• _What is needed_: Without the pictures, return each record as it appears.
+++ Records to use +++
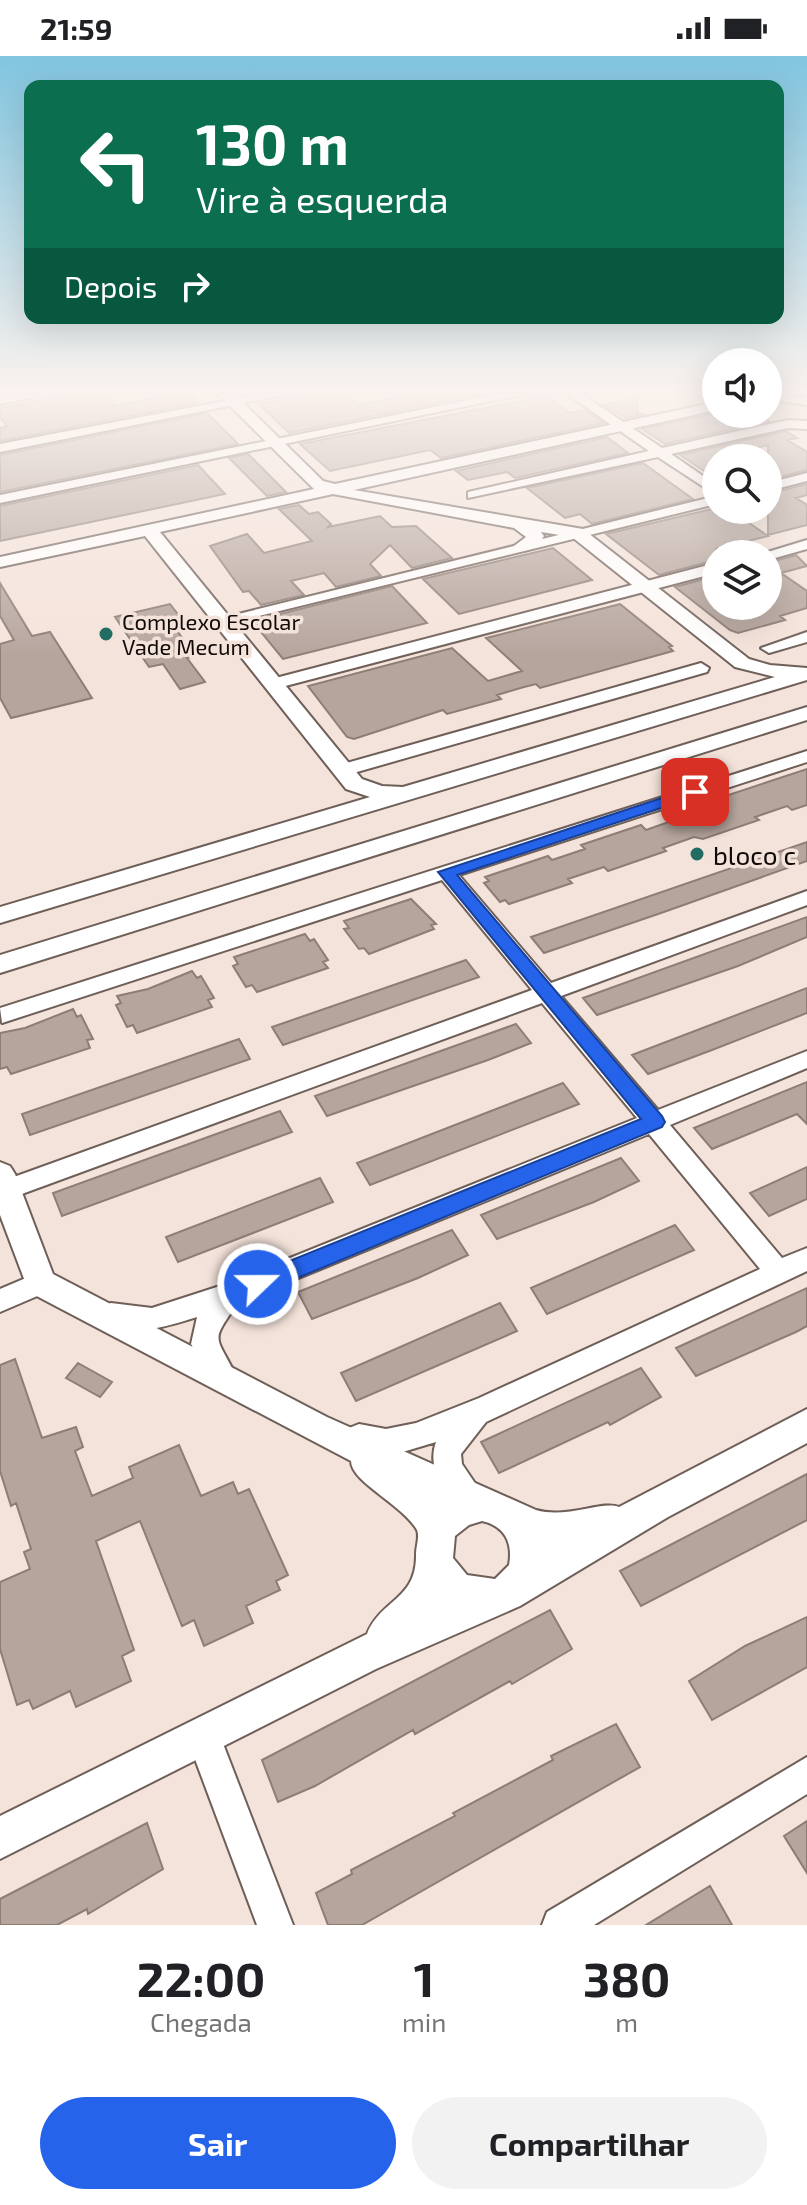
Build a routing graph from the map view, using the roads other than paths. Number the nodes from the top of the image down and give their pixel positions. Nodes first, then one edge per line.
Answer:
1 (89, 481) edge
2 (314, 481) edge
3 (372, 481) edge
4 (384, 481) edge
5 (535, 481) edge
6 (331, 490) junction
7 (473, 495) dead end
8 (0, 499) edge
9 (392, 502) junction
10 (702, 503) edge
11 (520, 524) junction
12 (149, 530) junction
13 (577, 533) junction
14 (807, 544) edge
15 (523, 546) junction
16 (782, 551) edge
17 (0, 562) edge
18 (702, 572) edge
19 (646, 587) junction
20 (222, 620) junction
21 (807, 637) edge
22 (769, 648) dead end
23 (742, 663) junction
24 (701, 668) dead end
25 (807, 673) edge
26 (274, 684) junction
27 (721, 701) junction
28 (807, 713) edge
29 (807, 727) edge
30 (756, 729) junction
31 (807, 756) edge
32 (349, 777) junction
33 (410, 792) junction
34 (333, 815) junction
35 (446, 872) junction
36 (807, 898) edge
37 (0, 915) edge
38 (0, 964) edge
39 (547, 993) junction
40 (2, 1015) edge
41 (807, 1059) edge
42 (655, 1122) junction
43 (2, 1185) edge
44 (807, 1259) edge
45 (778, 1272) junction
46 (40, 1283) junction
47 (229, 1295) junction
48 (0, 1301) edge
49 (92, 1312) junction
50 (225, 1381) junction
51 (489, 1407) junction
52 (807, 1425) edge
53 (315, 1428) junction
54 (482, 1504) junction
55 (655, 1505) junction
56 (515, 1518) junction
57 (437, 1548) junction
58 (506, 1592) junction
59 (362, 1655) junction
60 (203, 1735) junction
61 (807, 1774) edge
62 (0, 1838) edge
63 (275, 1925) edge
64 (560, 1925) edge

1 - 8 street
2 - 6 street
3 - 6 street
4 - 9 street
5 - 7 street
6 - 9 street
6 - 12 street
9 - 11 street
10 - 13 street
11 - 13 street
11 - 15 street
12 - 17 street
12 - 20 street
13 - 15 street
13 - 19 street
14 - 16 street
15 - 20 street
18 - 19 street
19 - 23 street
19 - 26 street
20 - 26 street
21 - 22 street
23 - 25 street
23 - 27 street
24 - 32 street
25 - 27 street
26 - 32 street
27 - 33 street
28 - 30 street
29 - 30 street
30 - 38 street
31 - 35 street
32 - 33 street
32 - 34 street
33 - 34 street
34 - 37 street
35 - 39 street
35 - 40 street
36 - 39 street
39 - 42 street
39 - 43 street
41 - 42 street
42 - 45 street
42 - 47 street
43 - 46 street
44 - 45 street
45 - 51 street
46 - 48 street
46 - 49 street
47 - 49 street
47 - 50 street
49 - 50 street
50 - 53 street
51 - 53 street
51 - 54 street
52 - 55 street
53 - 54 street
53 - 57 street
54 - 56 street
54 - 57 street
55 - 56 street
55 - 58 street
56 - 58 street
57 - 58 street
57 - 59 street
58 - 59 street
59 - 60 street
60 - 62 street
60 - 63 street
61 - 64 street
+++
• _Exercise response_:
Build a routing graph from the map view, using the roads other than paths. Number the nodes from the top of the image down and give their pixel positions. Nodes first, then one edge per line.
Answer:
1 (89, 481) edge
2 (314, 481) edge
3 (372, 481) edge
4 (384, 481) edge
5 (535, 481) edge
6 (331, 490) junction
7 (473, 495) dead end
8 (0, 499) edge
9 (392, 502) junction
10 (702, 503) edge
11 (520, 524) junction
12 (149, 530) junction
13 (577, 533) junction
14 (807, 544) edge
15 (523, 546) junction
16 (782, 551) edge
17 (0, 562) edge
18 (702, 572) edge
19 (646, 587) junction
20 (222, 620) junction
21 (807, 637) edge
22 (769, 648) dead end
23 (742, 663) junction
24 (701, 668) dead end
25 (807, 673) edge
26 (274, 684) junction
27 (721, 701) junction
28 (807, 713) edge
29 (807, 727) edge
30 (756, 729) junction
31 (807, 756) edge
32 (349, 777) junction
33 (410, 792) junction
34 (333, 815) junction
35 (446, 872) junction
36 (807, 898) edge
37 (0, 915) edge
38 (0, 964) edge
39 (547, 993) junction
40 (2, 1015) edge
41 (807, 1059) edge
42 (655, 1122) junction
43 (2, 1185) edge
44 (807, 1259) edge
45 (778, 1272) junction
46 (40, 1283) junction
47 (229, 1295) junction
48 (0, 1301) edge
49 (92, 1312) junction
50 (225, 1381) junction
51 (489, 1407) junction
52 (807, 1425) edge
53 (315, 1428) junction
54 (482, 1504) junction
55 (655, 1505) junction
56 (515, 1518) junction
57 (437, 1548) junction
58 (506, 1592) junction
59 (362, 1655) junction
60 (203, 1735) junction
61 (807, 1774) edge
62 (0, 1838) edge
63 (275, 1925) edge
64 (560, 1925) edge

1 - 8 street
2 - 6 street
3 - 6 street
4 - 9 street
5 - 7 street
6 - 9 street
6 - 12 street
9 - 11 street
10 - 13 street
11 - 13 street
11 - 15 street
12 - 17 street
12 - 20 street
13 - 15 street
13 - 19 street
14 - 16 street
15 - 20 street
18 - 19 street
19 - 23 street
19 - 26 street
20 - 26 street
21 - 22 street
23 - 25 street
23 - 27 street
24 - 32 street
25 - 27 street
26 - 32 street
27 - 33 street
28 - 30 street
29 - 30 street
30 - 38 street
31 - 35 street
32 - 33 street
32 - 34 street
33 - 34 street
34 - 37 street
35 - 39 street
35 - 40 street
36 - 39 street
39 - 42 street
39 - 43 street
41 - 42 street
42 - 45 street
42 - 47 street
43 - 46 street
44 - 45 street
45 - 51 street
46 - 48 street
46 - 49 street
47 - 49 street
47 - 50 street
49 - 50 street
50 - 53 street
51 - 53 street
51 - 54 street
52 - 55 street
53 - 54 street
53 - 57 street
54 - 56 street
54 - 57 street
55 - 56 street
55 - 58 street
56 - 58 street
57 - 58 street
57 - 59 street
58 - 59 street
59 - 60 street
60 - 62 street
60 - 63 street
61 - 64 street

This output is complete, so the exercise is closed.